Apparently, the risk extends beyond iPhones and iPads. The researchers have now returned, telling me “we hinted in our article that the Universal Clipboard can also be affected by this vulnerability to eavesdrop on what users copy on their Macs.” And that would be an issue. Because, while the use of copy and paste might be relatively infrequent on an iOS device, it is everyday business as usual on a Mac.
The risk arises because, as Apple explains, you can use the Universal Clipboard “to copy and paste between your Apple devices—you can copy content such as text, images, photos, and videos on one Apple device, then paste the content on another.”
“We got many requests about this point,” the researchers told me on February 26, “so we added a video illustrating how an iPhone or iPad app can eavesdrop on the clipboard on Mac.”
“We submitted this to Apple on January 2, 2020,” the researchers explained in their original blog. “After analyzing the submission, Apple informed us that they don’t see an issue with this vulnerability.” I have contacted Apple for any further comments.
The risk requires a foreground app on the iOS device. The researchers “increased the likelihood the app can read the pasteboard” by creating a widget in the Today View, “hence expanding the vulnerability window.”
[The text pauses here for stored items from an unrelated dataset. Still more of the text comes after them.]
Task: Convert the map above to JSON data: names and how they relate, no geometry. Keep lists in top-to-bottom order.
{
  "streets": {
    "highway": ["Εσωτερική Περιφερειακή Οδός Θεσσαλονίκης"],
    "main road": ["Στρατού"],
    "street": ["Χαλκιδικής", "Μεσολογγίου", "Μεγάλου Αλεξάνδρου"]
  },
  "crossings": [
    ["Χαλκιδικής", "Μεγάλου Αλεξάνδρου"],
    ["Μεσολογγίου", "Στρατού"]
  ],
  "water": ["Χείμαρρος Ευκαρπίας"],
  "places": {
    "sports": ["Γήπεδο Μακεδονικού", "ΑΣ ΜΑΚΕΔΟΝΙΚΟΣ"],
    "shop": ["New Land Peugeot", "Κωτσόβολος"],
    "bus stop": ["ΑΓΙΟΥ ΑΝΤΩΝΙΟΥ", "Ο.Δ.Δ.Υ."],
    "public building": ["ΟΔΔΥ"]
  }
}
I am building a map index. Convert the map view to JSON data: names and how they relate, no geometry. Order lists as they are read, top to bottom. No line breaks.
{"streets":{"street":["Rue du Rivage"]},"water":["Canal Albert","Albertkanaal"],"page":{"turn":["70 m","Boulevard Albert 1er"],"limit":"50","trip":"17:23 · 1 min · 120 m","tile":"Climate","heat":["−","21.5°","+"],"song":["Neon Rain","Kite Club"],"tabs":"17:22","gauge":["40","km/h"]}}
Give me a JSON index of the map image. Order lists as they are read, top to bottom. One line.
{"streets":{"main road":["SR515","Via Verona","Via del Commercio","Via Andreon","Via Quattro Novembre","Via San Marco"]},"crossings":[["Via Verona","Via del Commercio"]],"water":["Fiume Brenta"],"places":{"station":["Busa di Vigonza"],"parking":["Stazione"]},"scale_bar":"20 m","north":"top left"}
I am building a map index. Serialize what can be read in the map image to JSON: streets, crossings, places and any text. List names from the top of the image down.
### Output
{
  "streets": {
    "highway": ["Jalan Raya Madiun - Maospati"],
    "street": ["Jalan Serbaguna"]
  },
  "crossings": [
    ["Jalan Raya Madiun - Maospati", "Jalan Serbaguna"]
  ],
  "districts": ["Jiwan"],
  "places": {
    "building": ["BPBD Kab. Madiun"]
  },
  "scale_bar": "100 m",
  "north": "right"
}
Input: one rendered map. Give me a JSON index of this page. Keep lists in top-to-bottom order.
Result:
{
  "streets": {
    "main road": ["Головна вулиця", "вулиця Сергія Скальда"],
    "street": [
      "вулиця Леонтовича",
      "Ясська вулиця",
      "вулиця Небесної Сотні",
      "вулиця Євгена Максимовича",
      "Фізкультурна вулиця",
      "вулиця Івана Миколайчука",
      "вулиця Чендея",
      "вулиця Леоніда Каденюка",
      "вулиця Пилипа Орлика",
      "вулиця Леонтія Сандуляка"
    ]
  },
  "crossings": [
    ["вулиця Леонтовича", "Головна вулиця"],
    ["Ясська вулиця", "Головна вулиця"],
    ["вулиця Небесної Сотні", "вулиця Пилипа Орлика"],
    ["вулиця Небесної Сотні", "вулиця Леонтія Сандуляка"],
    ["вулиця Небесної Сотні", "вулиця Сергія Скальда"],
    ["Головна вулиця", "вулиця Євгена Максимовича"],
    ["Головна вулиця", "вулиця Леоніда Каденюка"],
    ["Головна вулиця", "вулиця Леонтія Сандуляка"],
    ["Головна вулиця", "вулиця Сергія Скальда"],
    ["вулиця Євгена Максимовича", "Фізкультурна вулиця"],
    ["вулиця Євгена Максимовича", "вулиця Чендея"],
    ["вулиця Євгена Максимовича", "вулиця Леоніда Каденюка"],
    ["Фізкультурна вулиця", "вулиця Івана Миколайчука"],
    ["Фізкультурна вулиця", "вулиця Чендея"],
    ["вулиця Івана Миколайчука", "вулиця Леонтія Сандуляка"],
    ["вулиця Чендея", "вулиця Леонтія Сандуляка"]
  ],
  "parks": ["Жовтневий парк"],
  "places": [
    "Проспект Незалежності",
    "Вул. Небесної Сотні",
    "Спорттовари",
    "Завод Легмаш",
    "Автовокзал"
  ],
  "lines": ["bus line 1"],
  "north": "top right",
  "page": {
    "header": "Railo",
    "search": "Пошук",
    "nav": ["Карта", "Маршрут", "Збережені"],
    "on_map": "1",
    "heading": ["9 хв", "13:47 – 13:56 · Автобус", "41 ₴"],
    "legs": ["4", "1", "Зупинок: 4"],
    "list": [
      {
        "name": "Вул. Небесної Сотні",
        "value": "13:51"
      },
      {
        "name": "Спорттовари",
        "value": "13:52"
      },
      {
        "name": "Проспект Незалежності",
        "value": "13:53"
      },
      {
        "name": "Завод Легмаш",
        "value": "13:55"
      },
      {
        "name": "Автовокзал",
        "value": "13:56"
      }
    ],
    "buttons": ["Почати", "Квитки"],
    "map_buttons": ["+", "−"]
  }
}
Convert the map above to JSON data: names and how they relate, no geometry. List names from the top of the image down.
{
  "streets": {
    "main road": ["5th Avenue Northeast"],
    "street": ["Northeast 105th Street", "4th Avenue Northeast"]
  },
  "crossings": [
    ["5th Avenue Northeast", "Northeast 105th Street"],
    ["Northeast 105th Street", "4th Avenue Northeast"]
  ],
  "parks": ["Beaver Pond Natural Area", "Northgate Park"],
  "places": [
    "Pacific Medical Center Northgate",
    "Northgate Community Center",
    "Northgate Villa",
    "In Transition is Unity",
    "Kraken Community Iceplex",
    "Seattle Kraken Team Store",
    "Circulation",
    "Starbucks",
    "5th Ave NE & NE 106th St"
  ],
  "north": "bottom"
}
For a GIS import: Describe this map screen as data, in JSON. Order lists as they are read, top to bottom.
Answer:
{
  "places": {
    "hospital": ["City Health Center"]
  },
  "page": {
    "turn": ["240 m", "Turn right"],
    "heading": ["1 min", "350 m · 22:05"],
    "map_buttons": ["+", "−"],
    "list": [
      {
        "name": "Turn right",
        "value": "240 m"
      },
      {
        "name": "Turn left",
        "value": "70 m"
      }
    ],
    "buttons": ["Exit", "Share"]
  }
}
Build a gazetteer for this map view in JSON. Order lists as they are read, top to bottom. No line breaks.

The blog itself focuses on the risk that a malicious actor might craft an app to spy on the clipboard and then access the metadata attached to a photo taken on the device. As Sophos explained, “a malicious apps could exploit it to work out a user’s location even when that user has locked down app location sharing.” However, the risk that data copied on a Mac might be sniffed out by a malicious app on an attached iOS device seems more of an issue from an exploit perspective.
The advice to Apple from the researchers remains the same: remove unrestricted access to the clipboard—the privacy settings in the latest versions of iOS could include a setting to grant clipboard access by app. Or, as an alternative, restrict clipboard access to “when the user actively performs a paste operation.”
As I said in my original report, this is only a potential security hole with no claim that it has been exploited in the wild. “but, with state sponsored threat groups and organized criminal networks attacking operating systems as a matter of routine, any potential flaw provides a starting point for an exploit.” My bet remains that Apple will address this in a future release and patch this hole.